Small Acts of Kindness

Photo by Alaric Duan on Unsplash

Yesterday I braved a trip to the grocery store for some basic provisions—hamburger meat, hand soap, pasta, peanut butter, bananas. Of these, only the hamburger meat was available.

“Can you believe this?” a woman asked me in the dairy aisle. She was holding a paper grocery list and looking a bit shell-shocked.

“They bought out all the peanut butter,” I said resentfully. “That’s a staple for me.”

“Oh no! I’m sorry to hear it,” she said.

I smiled. “At least there’s milk.” Earlier in the week, there hadn’t been. Not milk, not eggs, not bread.

It had taken three trips over a two-day period to find toilet paper, ending with me in line at Target with about seventy people, several who’d been there an hour before opening. One of them, a young mother, needed baby wipes.

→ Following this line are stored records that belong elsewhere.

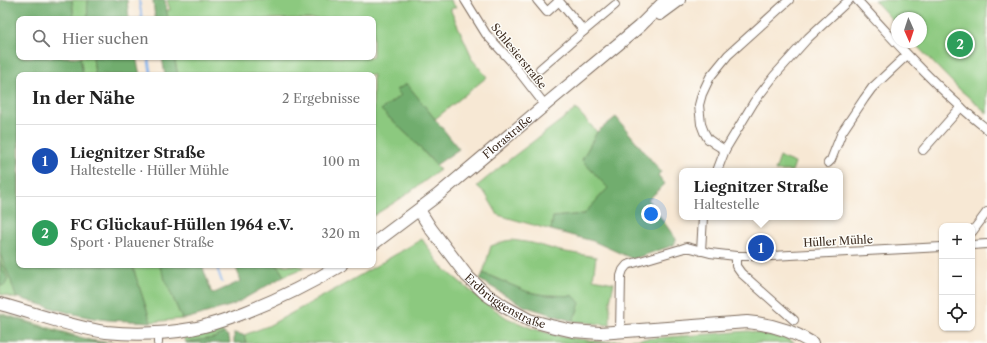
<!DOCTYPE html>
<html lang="de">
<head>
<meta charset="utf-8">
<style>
  :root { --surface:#fff; --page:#f2f2f2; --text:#222; --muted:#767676; --line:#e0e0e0; --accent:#0b8043 }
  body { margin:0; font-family:"Libre Caslon Text",serif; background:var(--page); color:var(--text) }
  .controls { position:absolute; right:12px; bottom:12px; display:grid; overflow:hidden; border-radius:8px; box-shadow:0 1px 3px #0004 }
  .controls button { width:36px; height:36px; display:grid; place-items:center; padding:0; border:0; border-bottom:1px solid var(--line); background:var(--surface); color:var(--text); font:20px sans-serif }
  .compass { position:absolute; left:891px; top:12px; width:36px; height:36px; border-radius:50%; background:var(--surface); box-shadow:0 1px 3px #0004; rotate:177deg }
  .you { position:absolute; left:651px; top:214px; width:14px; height:14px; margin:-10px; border:3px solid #fff; border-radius:50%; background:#1a73e8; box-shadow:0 0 0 6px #1a73e833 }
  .badge { display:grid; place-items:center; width:26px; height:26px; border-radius:50%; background:var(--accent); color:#fff; font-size:13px; font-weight:700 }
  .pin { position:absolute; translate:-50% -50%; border:2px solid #fff; box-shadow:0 1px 4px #0006 }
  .popup { position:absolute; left:679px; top:168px; width:164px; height:52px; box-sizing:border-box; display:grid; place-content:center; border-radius:8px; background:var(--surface); filter:drop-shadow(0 1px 3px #0005); font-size:13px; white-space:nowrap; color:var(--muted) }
  .popup b { font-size:15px; color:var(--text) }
  .popup::after { content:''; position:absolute; left:50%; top:100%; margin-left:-8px; border:8px solid transparent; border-top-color:var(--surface) }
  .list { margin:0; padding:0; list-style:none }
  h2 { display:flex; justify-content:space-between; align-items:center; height:52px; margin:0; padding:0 16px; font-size:17px }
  h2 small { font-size:13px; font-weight:400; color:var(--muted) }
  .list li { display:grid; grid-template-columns:26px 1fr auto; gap:12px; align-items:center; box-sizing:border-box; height:72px; padding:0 16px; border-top:1px solid var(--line) }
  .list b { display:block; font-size:15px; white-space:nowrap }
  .list p { margin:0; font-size:13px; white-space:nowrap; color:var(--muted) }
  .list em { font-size:13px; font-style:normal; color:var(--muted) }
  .icon { flex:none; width:22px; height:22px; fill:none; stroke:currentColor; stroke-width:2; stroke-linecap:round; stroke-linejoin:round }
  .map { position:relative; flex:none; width:987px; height:343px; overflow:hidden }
  .search { position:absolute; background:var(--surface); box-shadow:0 1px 3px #0004; left:16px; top:16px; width:360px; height:44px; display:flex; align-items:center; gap:10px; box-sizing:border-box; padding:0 14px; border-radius:8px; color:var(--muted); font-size:15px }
  .panel { position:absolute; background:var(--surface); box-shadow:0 1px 3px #0004; left:16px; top:72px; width:360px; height:196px; border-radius:8px }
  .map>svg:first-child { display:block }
  .green { fill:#8cc97f; stroke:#647a4e }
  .forest { fill:#71ad6e; stroke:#566c46 }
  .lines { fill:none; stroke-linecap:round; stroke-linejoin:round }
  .stream { stroke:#82b3ee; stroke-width:2 }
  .street-casing { stroke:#7d6c5e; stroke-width:10 }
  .secondary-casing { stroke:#7d6c5e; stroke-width:14 }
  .street { stroke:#fff; stroke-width:8 }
  .secondary { stroke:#fff; stroke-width:12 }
  .labels { text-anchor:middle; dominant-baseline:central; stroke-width:3; stroke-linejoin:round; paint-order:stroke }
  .street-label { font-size:11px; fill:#3b2a1e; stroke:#fdfcf7 }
</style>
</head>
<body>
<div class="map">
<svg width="987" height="343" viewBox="0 0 987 343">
  <rect width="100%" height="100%" fill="#fdfcf7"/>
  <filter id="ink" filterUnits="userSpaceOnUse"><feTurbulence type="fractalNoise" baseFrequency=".025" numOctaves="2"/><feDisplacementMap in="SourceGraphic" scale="8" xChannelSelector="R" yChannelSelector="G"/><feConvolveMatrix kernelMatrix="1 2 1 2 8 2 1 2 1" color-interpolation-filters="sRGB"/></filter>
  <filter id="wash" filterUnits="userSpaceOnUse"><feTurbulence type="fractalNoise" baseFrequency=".012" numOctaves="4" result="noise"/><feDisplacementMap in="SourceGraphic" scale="16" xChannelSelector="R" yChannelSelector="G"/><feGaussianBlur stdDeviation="0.9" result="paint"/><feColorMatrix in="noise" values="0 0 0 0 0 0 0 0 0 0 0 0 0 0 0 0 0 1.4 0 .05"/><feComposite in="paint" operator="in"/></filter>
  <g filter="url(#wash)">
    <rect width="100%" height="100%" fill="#f7e8d4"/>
    <g class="green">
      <path d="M 72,0 L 87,0 L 88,19 L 74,19 Z"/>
      <path d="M 167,0 L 451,0 L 452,3 L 456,7 L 451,9 L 451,11 L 472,57 L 471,58 L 487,77 L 435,119 L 407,84 L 396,90 L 401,95 L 381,110 L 412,139 L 440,170 L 400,199 L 373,216 L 373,75 L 178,75 L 174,57 L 373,57 L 373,19 L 168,19 L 166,10 L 170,10 Z"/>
      <path d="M 874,0 L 987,0 L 987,113 L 958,88 L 913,42 L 921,42 L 921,18 L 897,18 L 897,25 Z"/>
      <path d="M 80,57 L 93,57 L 95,75 L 83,75 Z"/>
      <path d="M 576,109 L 597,132 L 582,160 L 608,188 L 584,214 L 553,217 L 551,230 L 498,215 L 485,193 L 477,186 L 510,159 Z"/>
      <path d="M 780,157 L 795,163 L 792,171 L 775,171 Z"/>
      <path d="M 422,239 L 441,266 L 484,302 L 507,318 L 531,328 L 562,337 L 603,342 L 749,331 L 787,339 L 795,343 L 246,343 L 244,335 L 268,326 L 345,284 Z"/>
      <path d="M 512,240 L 532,243 L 560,251 L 596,257 L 593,279 L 614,283 L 610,301 L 610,325 L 572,321 L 577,312 L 574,296 L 545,295 L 528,292 L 483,273 L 491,246 L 505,241 Z"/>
      <path d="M 0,254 L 11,281 L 17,299 L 0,294 Z"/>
      <path d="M 132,265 L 159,265 L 182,319 L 151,322 Z"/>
      <path d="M 277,265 L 297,265 L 304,268 L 284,276 Z"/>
      <path d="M 0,313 L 90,340 L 111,343 L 129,343 L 104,343 L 83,340 L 0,315 Z"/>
      <path d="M 222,331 L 224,333 L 214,338 L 186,342 L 184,338 Z"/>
    </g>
    <g class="forest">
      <path d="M 0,0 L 72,0 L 74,19 L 19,19 L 19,57 L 80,57 L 83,75 L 19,75 L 19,265 L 132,265 L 151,322 C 137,321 123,321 108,320 C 77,317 46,306 16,297 L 11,281 L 0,254 Z"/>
      <path d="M 87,0 L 127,0 L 129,19 L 88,19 Z"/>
      <path d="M 153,0 L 165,0 L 168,19 L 155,19 Z"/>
      <path d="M 93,57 L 136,57 L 140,75 L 95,75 Z"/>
      <path d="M 162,57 L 174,57 L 178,75 L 165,75 Z"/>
      <path d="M 407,84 L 459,149 L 436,165 L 412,139 L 381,110 L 401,95 L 396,90 Z"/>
      <path d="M 616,117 L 661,172 L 658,175 L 665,184 L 648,200 L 676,239 L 674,245 L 633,259 L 593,241 L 551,230 L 553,217 L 584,214 L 608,188 L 582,160 L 597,132 Z"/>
      <path d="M 0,261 L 8,279 L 5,285 L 0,286 Z"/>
      <path d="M 159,265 L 202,265 L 212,294 L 241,281 L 235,265 L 277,265 L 284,276 L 233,305 L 189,318 L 182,319 Z"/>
      <path d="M 483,273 L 528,292 L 545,295 L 574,296 L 580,303 L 577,312 L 572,321 L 524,306 L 480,280 Z"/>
      <path d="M 0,315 C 35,324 68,338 104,343 L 0,343 Z"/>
      <path d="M 224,333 L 229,337 L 230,343 L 186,343 L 186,342 L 214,338 Z"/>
      <path d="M 234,333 L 244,335 L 246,343 L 234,343 Z"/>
    </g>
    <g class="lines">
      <g class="stream">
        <path d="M 139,0 L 142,19"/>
        <path d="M 148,57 L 151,75"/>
        <path d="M 216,265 L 222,282"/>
      </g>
    </g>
  </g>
  <g filter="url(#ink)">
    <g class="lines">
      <defs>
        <g id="street">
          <path d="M 465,0 L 486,34 L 510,60 L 545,105"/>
          <path d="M 537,0 L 547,12 L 559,1"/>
          <path d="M 857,0 C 890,36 924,74 961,107 C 969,115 978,122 987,129"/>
          <path d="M 584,31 L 615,5"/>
          <path d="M 540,69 L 584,31 L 558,0"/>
          <path d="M 725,150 L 715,144 L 708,139 L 704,132 L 701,124 L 699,105 L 702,94 L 710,77 L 728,55 L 789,0"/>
          <path d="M 923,150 L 961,107"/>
          <path d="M 828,163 L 831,160 L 842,132 L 864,99 L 872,88 L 907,55"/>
          <path d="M 717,171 L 725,150 L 754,102 L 774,76 L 808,38 L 849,0"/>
          <path d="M 972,232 L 987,212"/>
          <path d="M 972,245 L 987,244"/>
          <path d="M 701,251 L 703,217"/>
          <path d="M 736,256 L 736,266 L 741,273 L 794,320"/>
          <path d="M 620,332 L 621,276 L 623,270 L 627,265 L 681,249 L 687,247 L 710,253 L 736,256 L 772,256 L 942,247"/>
          <path d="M 158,333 L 158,343"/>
        </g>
        <g id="secondary">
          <path d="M 660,14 L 679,0"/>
          <path id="s1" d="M 419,210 L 431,229 L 467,276 L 486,294 L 505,307 L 529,320 L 551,326 L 573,331 L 600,333 L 747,322 C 770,324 793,331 812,343"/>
          <path id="s2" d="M 373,244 L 438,195 L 545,105 L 640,26 L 666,0"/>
          <path d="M 0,304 C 35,313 70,327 106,332 C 134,335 163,334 191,329 C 209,326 228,319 246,312 C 279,299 311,283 341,265"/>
        </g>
      </defs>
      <use href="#street" class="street-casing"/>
      <use href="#secondary" class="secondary-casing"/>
      <use href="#street" class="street"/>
      <use href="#secondary" class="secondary"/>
    </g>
  </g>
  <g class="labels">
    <g class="street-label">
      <text transform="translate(519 56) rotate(51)">Schlesierstraße</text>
      <text stroke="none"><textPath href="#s2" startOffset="172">Florastraße</textPath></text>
      <text transform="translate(838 241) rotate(-3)">Hüller Mühle</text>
      <text stroke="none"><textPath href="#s1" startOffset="128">Erdbrüggenstraße</textPath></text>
    </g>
  </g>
</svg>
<div class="controls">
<button>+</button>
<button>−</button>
<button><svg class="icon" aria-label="locate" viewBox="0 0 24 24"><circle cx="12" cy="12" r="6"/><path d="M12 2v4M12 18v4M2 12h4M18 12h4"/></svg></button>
</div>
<svg class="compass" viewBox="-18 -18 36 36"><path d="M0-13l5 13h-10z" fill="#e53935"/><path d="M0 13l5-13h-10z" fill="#767676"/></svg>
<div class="you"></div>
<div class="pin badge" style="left:761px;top:248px;background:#1a4fb4">1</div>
<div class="popup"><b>Liegnitzer Straße</b>Haltestelle</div>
<div class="pin badge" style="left:960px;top:44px;background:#2e9e5b">2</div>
<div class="search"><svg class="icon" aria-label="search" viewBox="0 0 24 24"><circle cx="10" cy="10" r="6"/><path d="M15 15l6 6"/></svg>Hier suchen</div>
<section class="panel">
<h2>In der Nähe<small>2 Ergebnisse</small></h2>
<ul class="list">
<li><span class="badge" style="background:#1a4fb4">1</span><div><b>Liegnitzer Straße</b><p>Haltestelle · Hüller Mühle</p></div><em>100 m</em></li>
<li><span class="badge" style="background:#2e9e5b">2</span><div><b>FC Glückauf-Hüllen 1964 e.V.</b><p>Sport · Plauener Straße</p></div><em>320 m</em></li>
</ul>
</section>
</div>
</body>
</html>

I thought of her as I passed by the baby aisle in the grocery store, where the shelves were bare.

At the checkout I grabbed candy bars for my kids, who have been spending their extended vacation working on creative projects. My son’s built an impressive version of the Queen Mary in Minecraft, my daughter’s printed her novel-in-progress and begun editing it, along with crocheting miniature shirts for her make-believe characters.

So far, I’ve ignored the steady stream of emails from well-meaning teachers offering enrichment activities for at-home learning. Maybe next week. Not this week.

We’re lucky. I know that. My husband and I both work in the medical industry; we won’t be hurting for hours. I have a second job with the school district, and my time off so far has been paid. The largest source of stress for us has been panic buyers causing shortages at the grocery stores, and as I thought again of the young mother in need of baby wipes, I felt discouraged at the selfishness of others.

After inching my cart forward, I looked around and noticed someone approaching fast, her eyes locked on mine, her face animated. At first I didn’t recognize her, and was a little alarmed at the way she was barreling toward me, waving her arm.

“I don’t know if this is the kind you like,” she said breathlessly. “But I found it on a clearance shelf.”

It was the woman from the dairy aisle. She was handing me a jar of peanut butter. I took the jar and stared at it, momentarily speechless.

“Thank you,” I managed to say. “That was so thoughtful of you.” How long had she been searching the store for me, I wondered, clutching this jar of peanut butter?

The woman beamed.

“It’s exactly the kind I like,” I assured her.

It wasn’t. It was the crunchy kind and had added sugar, but of course I didn’t care, of course I bought it, feeling overwhelmed, feeling grateful, feeling like it’s these small acts of kindness that are going to help us get through this, together.

Comments

  1. Love this story- it’s easy to feel down right now but these little things lift the spirits – thank you!